Without getting into the politics of gun control, we can probably all agree that the US has its fair share of shootings. But if you were to rank it on gun homicides against the rest of the world, where do you think it would come? Near other, similar Western states maybe?
Try right at the very bottom. With a gun homicide rate of 2.97 for every 100,000 people, no other developed nation comes close. The only other Western state within spitting distance is Lichtenstein, with a gun murder rate of 2.95, but Lichtenstein’s tiny population means this actually works out at a single shooting per year. The closest after that is Switzerland with 0.77, i.e. almost a quarter of the USA’s.

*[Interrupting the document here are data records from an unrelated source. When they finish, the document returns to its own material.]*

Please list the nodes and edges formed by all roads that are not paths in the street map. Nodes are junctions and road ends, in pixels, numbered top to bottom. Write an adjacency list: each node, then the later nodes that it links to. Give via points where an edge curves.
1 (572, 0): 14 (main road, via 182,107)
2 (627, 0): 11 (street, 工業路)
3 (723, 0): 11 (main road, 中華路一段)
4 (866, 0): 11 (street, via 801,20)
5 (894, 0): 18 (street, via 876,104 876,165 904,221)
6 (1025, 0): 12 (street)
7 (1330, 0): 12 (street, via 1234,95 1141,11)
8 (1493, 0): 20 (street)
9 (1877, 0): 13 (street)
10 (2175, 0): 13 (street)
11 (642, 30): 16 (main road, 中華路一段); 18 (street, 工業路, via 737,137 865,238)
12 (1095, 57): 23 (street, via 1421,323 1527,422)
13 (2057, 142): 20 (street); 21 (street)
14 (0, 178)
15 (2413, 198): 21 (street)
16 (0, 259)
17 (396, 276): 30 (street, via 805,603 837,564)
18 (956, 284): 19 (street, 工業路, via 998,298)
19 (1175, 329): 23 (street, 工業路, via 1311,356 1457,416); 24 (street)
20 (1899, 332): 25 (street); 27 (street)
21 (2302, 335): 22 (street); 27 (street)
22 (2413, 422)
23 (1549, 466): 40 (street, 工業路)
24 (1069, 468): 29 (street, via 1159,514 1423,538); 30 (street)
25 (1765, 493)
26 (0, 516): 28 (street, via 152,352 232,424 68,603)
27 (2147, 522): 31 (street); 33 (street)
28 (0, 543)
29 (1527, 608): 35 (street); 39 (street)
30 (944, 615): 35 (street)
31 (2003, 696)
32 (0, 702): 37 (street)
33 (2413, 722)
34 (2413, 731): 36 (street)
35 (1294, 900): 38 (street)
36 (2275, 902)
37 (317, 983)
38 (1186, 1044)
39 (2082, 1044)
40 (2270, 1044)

This means the US gun homicide rate is worse than in the West Bank and Gaza, worse than in Uganda or Cambodia, worse even than in the shambles that is the D.R. Congo. It’s only thanks to the drug cartels of Latin America and the endemic violence of South Africa and Jamaica that the US isn’t even further down the list. Now there’s a depressing thought.
It might not be a third-world problem, strictly speaking, but we do tend to associate endemic state surveillance with developing nations ruled by brutal ideologues. No way these guys could be as bad as, say, China.

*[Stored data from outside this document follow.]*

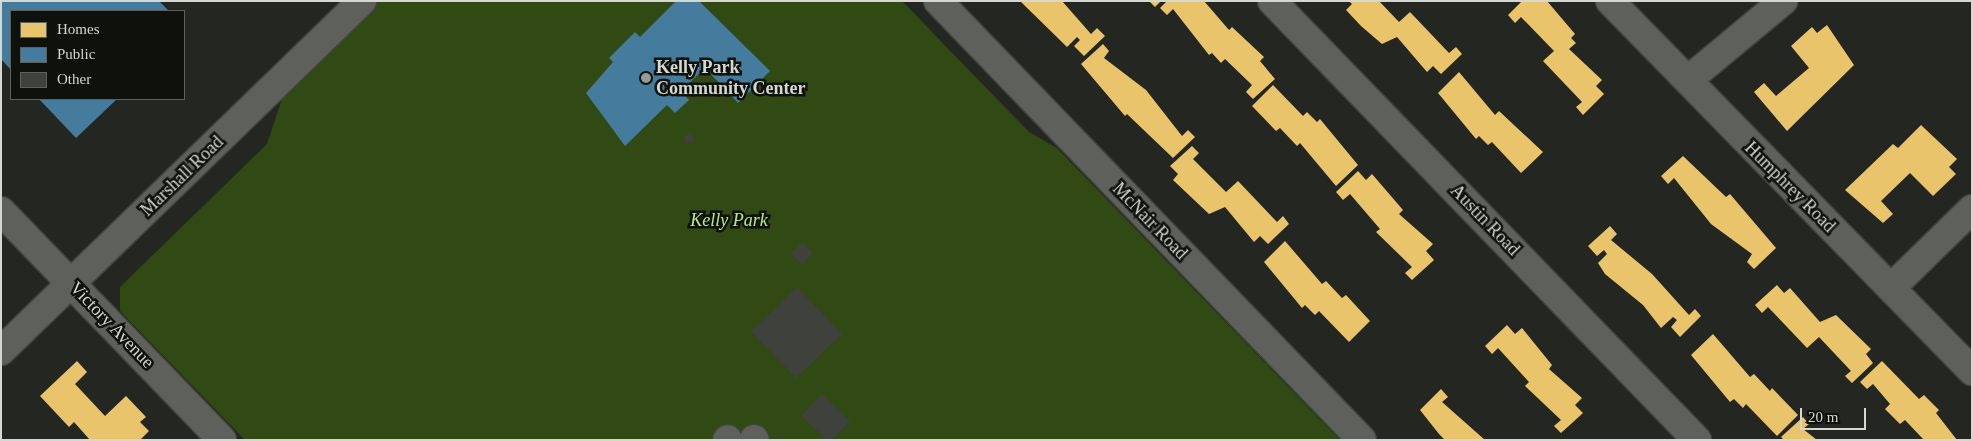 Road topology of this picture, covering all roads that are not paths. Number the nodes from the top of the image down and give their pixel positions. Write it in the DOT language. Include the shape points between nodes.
graph roads {
  1 [pos="362,1"];
  2 [pos="938,1"];
  3 [pos="1272,1"];
  4 [pos="1610,1"];
  5 [pos="1783,1"];
  6 [pos="1688,80"];
  7 [pos="1972,209"];
  8 [pos="1,211"];
  9 [pos="72,284"];
  10 [pos="1890,288"];
  11 [pos="1,351"];
  12 [pos="1972,371"];
  13 [pos="222,440"];
  14 [pos="1362,440"];
  15 [pos="1697,440"];
  1 -- 9 [label="street, Marshall Road"];
  2 -- 14 [label="street, McNair Road"];
  3 -- 15 [label="street, Austin Road"];
  4 -- 6 [label="street, Humphrey Road"];
  5 -- 6 [label="street"];
  6 -- 10 [label="street, Humphrey Road"];
  7 -- 10 [label="street"];
  8 -- 9 [label="street, Victory Avenue"];
  9 -- 11 [label="street, Marshall Road"];
  9 -- 13 [label="street, Victory Avenue"];
  10 -- 12 [label="street, Humphrey Road"];
}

Well, think again. A few years back, Privacy International conducted a global survey into government surveillance and ranked each country accordingly. They took into account stuff like CCTV prevalence, the monitoring of borders, and internet freedoms, and came to the conclusion that the UK is one of the worst “spy states” in the world. Only the US, China and Russia fared equally badly, with even semi-authoritarian regimes and corrupt states doing noticeably better. But this was years ago, and the US fared equally badly, so why is this section specifically about the UK? Well, let’s take a look at the recent NSA scandal. In the US, the scandal was followed by an open debate and congress taking Obama to task for his dictatorial tendencies.

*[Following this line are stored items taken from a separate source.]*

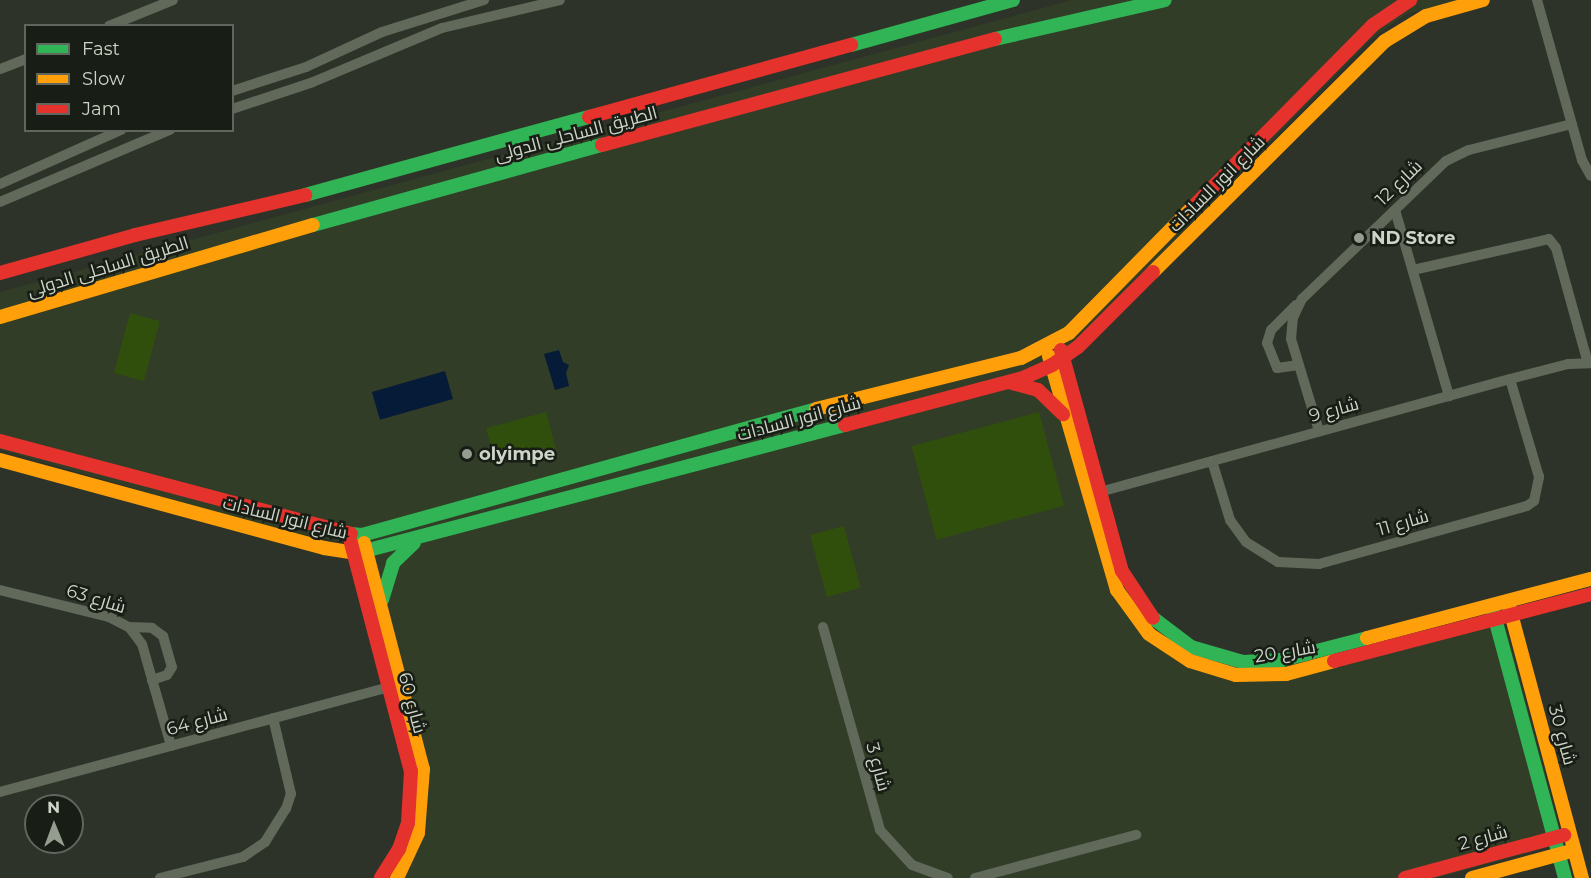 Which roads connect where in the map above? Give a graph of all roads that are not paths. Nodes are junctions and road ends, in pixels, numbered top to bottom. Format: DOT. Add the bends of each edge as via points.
graph roads {
  1 [pos="173,0"];
  2 [pos="484,0"];
  3 [pos="560,0"];
  4 [pos="1013,0"];
  5 [pos="1165,0"];
  6 [pos="1410,0"];
  7 [pos="1483,0"];
  8 [pos="1537,0"];
  9 [pos="469,2"];
  10 [pos="114,24"];
  11 [pos="24,59"];
  12 [pos="0,69"];
  13 [pos="234,91"];
  14 [pos="234,108"];
  15 [pos="1572,124"];
  16 [pos="117,132"];
  17 [pos="165,132"];
  18 [pos="1239,158"];
  19 [pos="1255,173"];
  20 [pos="1591,176"];
  21 [pos="0,184"];
  22 [pos="0,202"];
  23 [pos="1395,210"];
  24 [pos="1413,270"];
  25 [pos="0,273"];
  26 [pos="1302,299"];
  27 [pos="0,317"];
  28 [pos="1053,344"];
  29 [pos="1057,362"];
  30 [pos="1589,363"];
  31 [pos="1299,365"];
  32 [pos="1510,379"];
  33 [pos="1003,383"];
  34 [pos="1449,396"];
  35 [pos="1068,424"];
  36 [pos="1319,431"];
  37 [pos="0,441"];
  38 [pos="0,460"];
  39 [pos="1212,461"];
  40 [pos="102,470"];
  41 [pos="97,488"];
  42 [pos="1094,494"];
  43 [pos="355,535"];
  44 [pos="422,539"];
  45 [pos="360,552"];
  46 [pos="1591,579"];
  47 [pos="0,590"];
  48 [pos="1591,594"];
  49 [pos="1507,601"];
  50 [pos="1492,605"];
  51 [pos="382,609"];
  52 [pos="1511,616"];
  53 [pos="1496,620"];
  54 [pos="129,627"];
  55 [pos="823,627"];
  56 [pos="152,680"];
  57 [pos="396,686"];
  58 [pos="273,718"];
  59 [pos="171,746"];
  60 [pos="0,792"];
  61 [pos="1570,833"];
  62 [pos="1136,836"];
  63 [pos="1554,837"];
  64 [pos="1575,850"];
  65 [pos="1559,854"];
  66 [pos="160,878"];
  67 [pos="381,878"];
  68 [pos="397,878"];
  69 [pos="948,878"];
  70 [pos="975,878"];
  71 [pos="1405,878"];
  72 [pos="1472,878"];
  73 [pos="1565,878"];
  74 [pos="1582,878"];
  1 -- 10 [label="street"];
  2 -- 9 [label="street"];
  3 -- 14 [label="street" via="442,27 313,82"];
  4 -- 25 [label="main road, الطريق الساحلى الدولى" via="345,185 135,235"];
  5 -- 27 [label="main road, الطريق الساحلى الدولى" via="904,63 393,202"];
  6 -- 18 [label="main road, شارع انور السادات" via="1373,25"];
  7 -- 19 [label="main road, شارع انور السادات" via="1426,16 1389,37"];
  8 -- 15 [label="street"];
  9 -- 13 [label="street"];
  11 -- 12 [label="street"];
  15 -- 20 [label="street"];
  15 -- 23 [label="street, شارع 12" via="1454,156"];
  16 -- 21 [label="street"];
  17 -- 22 [label="street"];
  18 -- 19 [label="main road"];
  18 -- 28 [label="main road, شارع انور السادات"];
  19 -- 29 [label="main road, شارع انور السادات"];
  23 -- 24 [label="street"];
  23 -- 26 [label="street, شارع 12"];
  24 -- 30 [label="street" via="1549,239 1556,248"];
  24 -- 34 [label="street"];
  26 -- 31 [label="street, شارع 12" via="1291,332"];
  26 -- 31 [label="street" via="1271,330 1267,340 1277,368"];
  28 -- 29 [label="main road, شارع 20"];
  28 -- 43 [label="main road, شارع انور السادات" via="1010,361 925,379"];
  29 -- 33 [label="main road, شارع انور السادات"];
  29 -- 35 [label="main road, شارع 20"];
  29 -- 42 [label="main road, شارع 20"];
  30 -- 32 [label="street, شارع 9" via="1568,364"];
  31 -- 36 [label="street, شارع 12"];
  32 -- 34 [label="street, شارع 9"];
  32 -- 39 [label="street, شارع 11" via="1539,477 1534,501 1319,564 1278,562 1246,542 1230,520"];
  33 -- 35 [label="main road" via="1030,387 1046,395"];
  33 -- 44 [label="main road, شارع انور السادات"];
  34 -- 36 [label="street, شارع 9"];
  35 -- 42 [label="main road, شارع 20"];
  36 -- 39 [label="street, شارع 9"];
  37 -- 40 [label="main road, شارع انور السادات"];
  38 -- 41 [label="main road, شارع انور السادات"];
  39 -- 42 [label="street, شارع 9"];
  40 -- 41 [label="main road"];
  40 -- 43 [label="main road, شارع انور السادات"];
  41 -- 45 [label="main road, شارع انور السادات" via="331,550"];
  42 -- 50 [label="main road, شارع 20" via="1122,571 1142,606 1179,640 1217,657 1243,662 1282,660"];
  42 -- 53 [label="main road, شارع 20" via="1111,576 1132,615 1169,650 1212,670 1248,676 1286,674"];
  43 -- 45 [label="main road, شارع 60"];
  44 -- 45 [label="main road, شارع انور السادات"];
  44 -- 51 [label="main road" via="393,563 382,590"];
  45 -- 51 [label="main road, شارع 60"];
  45 -- 57 [label="main road, شارع 60"];
  46 -- 49 [label="main road, شارع 20"];
  47 -- 54 [label="street, شارع 63" via="109,617"];
  48 -- 52 [label="main road, شارع 20"];
  49 -- 50 [label="main road, شارع 20"];
  49 -- 52 [label="main road, شارع 30"];
  50 -- 53 [label="main road, شارع 30"];
  51 -- 57 [label="main road, شارع 60"];
  52 -- 53 [label="main road, شارع 20"];
  52 -- 61 [label="main road, شارع 30"];
  53 -- 63 [label="main road, شارع 30"];
  54 -- 56 [label="street, شارع 63" via="142,644"];
  54 -- 56 [label="street" via="152,628 163,636 172,668 167,675"];
  55 -- 69 [label="street, شارع 3" via="880,830 912,865"];
  56 -- 59 [label="street, شارع 63"];
  57 -- 58 [label="street, شارع 64"];
  57 -- 67 [label="main road, شارع 60" via="412,796 404,836"];
  57 -- 68 [label="main road, شارع 60" via="422,756 424,794 418,833"];
  58 -- 59 [label="street, شارع 64"];
  58 -- 66 [label="street" via="291,794 265,842 243,857"];
  59 -- 60 [label="street, شارع 64"];
  61 -- 63 [label="main road, شارع 2"];
  61 -- 64 [label="main road, شارع 30"];
  62 -- 70 [label="street"];
  63 -- 65 [label="main road, شارع 30"];
  63 -- 71 [label="main road, شارع 2"];
  64 -- 65 [label="main road, شارع 2"];
  64 -- 74 [label="main road, شارع 30"];
  65 -- 72 [label="main road, شارع 2"];
  65 -- 73 [label="main road, شارع 30"];
}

In the UK, the paper that broke the story is being investigated under anti-terrorism legislation. Earlier, government agents turned up at the newspaper’s offices and smashed up their laptops with hammers, claiming they had sensitive information on them. They detained the reporting journalist’s husband, and the rest of the media has been officially warned not to report on the leaks, lest they make “inadvertent public disclosure of information that would compromise UK military and intelligence operations and methods.” We’re beginning to think the UK government mistakenly filed George Orwell’s 1984 under “good advice.”
Earlier this year, Relief Web—a part of the United Nations’ Office for Humanitarian Affairs—released their yearly Human Rights Risk Index. The index does exactly what the name suggests: ranking countries by the risk they pose to human rights. The aim is to highlight countries with an “extreme” risk—such as Iran, Iraq, Sudan, or Somalia—but it also highlights those where human rights are at “high risk.” Countries such as Algeria, Malaysia, Kazakhstan, dictator-ruled Cuba, Turkmenistan . . . and Israel.
According to the report, the Middle East’s most-developed democracy has a human rights problem comparable to countries that have barely shuffled out of the Dark Ages. It ranked lower than any other first world nation, with only semi-first world Russia doing more to systematically stomp all over human dignity. In fact, the only European countries to come close (Israel being an EU “associate state”) were the Ukraine and Belarus, an archaic Soviet-style dictatorship where political dissidents are frequently tortured. Again, this is according to a United Nations body specifically set up to monitor human rights abuses, not some angry leftie student raging over his tofu. It seems that economic development and respect for human rights don’t always go hand-in-hand.